# Casque Bluetooth non détecté



## breakerem (14 Décembre 2014)

Bonjour,

J'ai récemment acheté un casque bluetooth (Sony MDR-ZX750BN). Pour ce qui est du pairage avec mon iPhone 4 aucun soucis, mon iPhone le détecte immédiatement, le problème c'est que mon Macbook Pro Retina ne le détecte pas. Je pense avoir tout essayé, j'ai bien lu le mode d'emploi, j'ai essayé cinquante fois, rien à faire mon casque n'apparait pas dans la liste des appareils bluetooth. Est-ce que quelqu'un a déjà eu ce problème et sait comment le résoudre ?
Merci d'avance


----------



## RubenF (14 Décembre 2014)

Yosemite ? Mavericks ? Si c'est Yosemite, plusieurs soucis consultables avec le Bluetooth Audio..


----------



## breakerem (15 Décembre 2014)

J'étais sous Mavericks à la base, voyant que ça ne marchait pas j'ai fait la mise à jour Yosemite en pensant que ça changerait quelque chose mais ça ne marche sous ni l'un ni l'autre.


----------



## Locke (15 Décembre 2014)

Problème de Bluetooth avec ton Macbook ?

Sinon, ça marche... http://www.journaldulapin.com/2014/10/31/petit-retour-sur-laac-laptx-le-bluetooth-et-yosemite/


----------



## breakerem (15 Décembre 2014)

Non je ne pense pas que le problème vienne de mon Macbook, il reconnait mon iphone en mode bluetooth, jamais eu de problème sur ce point là


----------



## clemarch (25 Décembre 2014)

Salut, j'ai exactement le même problème que toi avec le casque sony MDR-ZX550BN, et je reste sans solution. Le bluetooth de mon mac et de mon casque fonctionnent parfaitement, or mon mac  OS X Lion 10.7 est incapable de détecter mon casque.
J'ai beau chercher des solutions, je n'en trouve pas.


----------



## piupiu34 (13 Mars 2015)

Salut, je me permets d'up le sujet, je viens de trouver la solution pour jumeler mon MDR-ZX550BN!

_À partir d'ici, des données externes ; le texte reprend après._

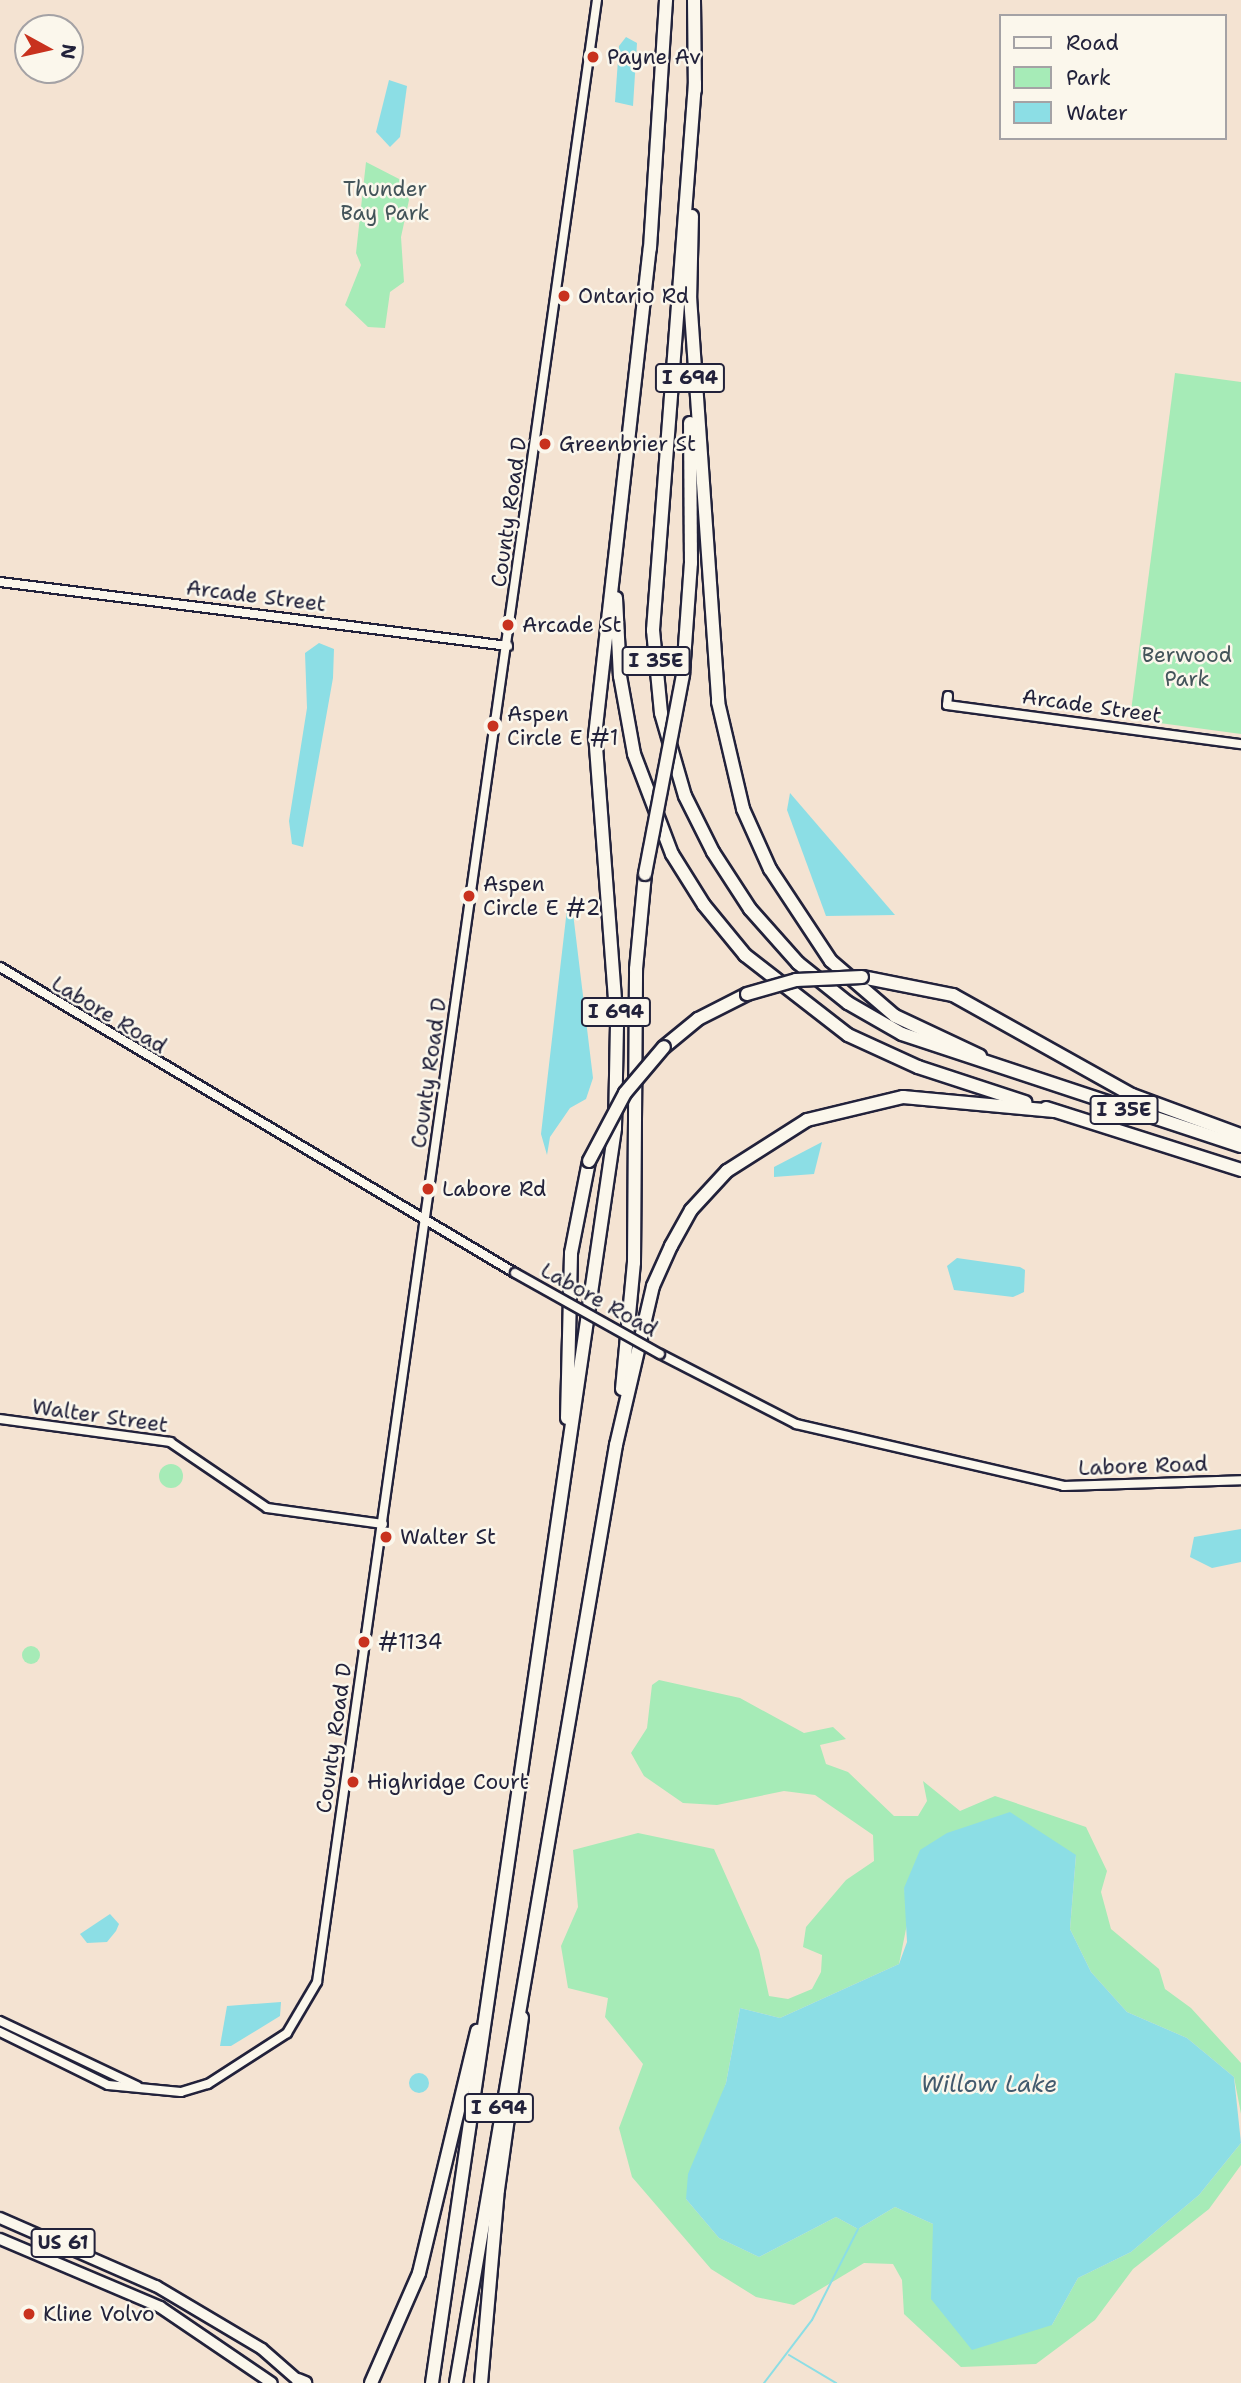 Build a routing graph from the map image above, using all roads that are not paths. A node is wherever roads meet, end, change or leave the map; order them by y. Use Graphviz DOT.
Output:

Il n'était pas reconnu comme vous (Je tourne sous OS X 10.9.5 sur un MBP 15" Mi-2012), j'ai trouvé ce lien: http://helpguide.sony.net/mdr/zx750bn/v1_sp/fr/contents/04/01/06/06.html

En fait, il faut l'éteindre, le rallumer en appuyant sur POWER et le bouton VOLUME +, le re éteindre puis le rallumer toujours en appuyant sur POWER et le bouton VOLUME + et paf comme par magie il est apparut sur mon MBP !



En espérant que sa marche pour vous aussi!


----------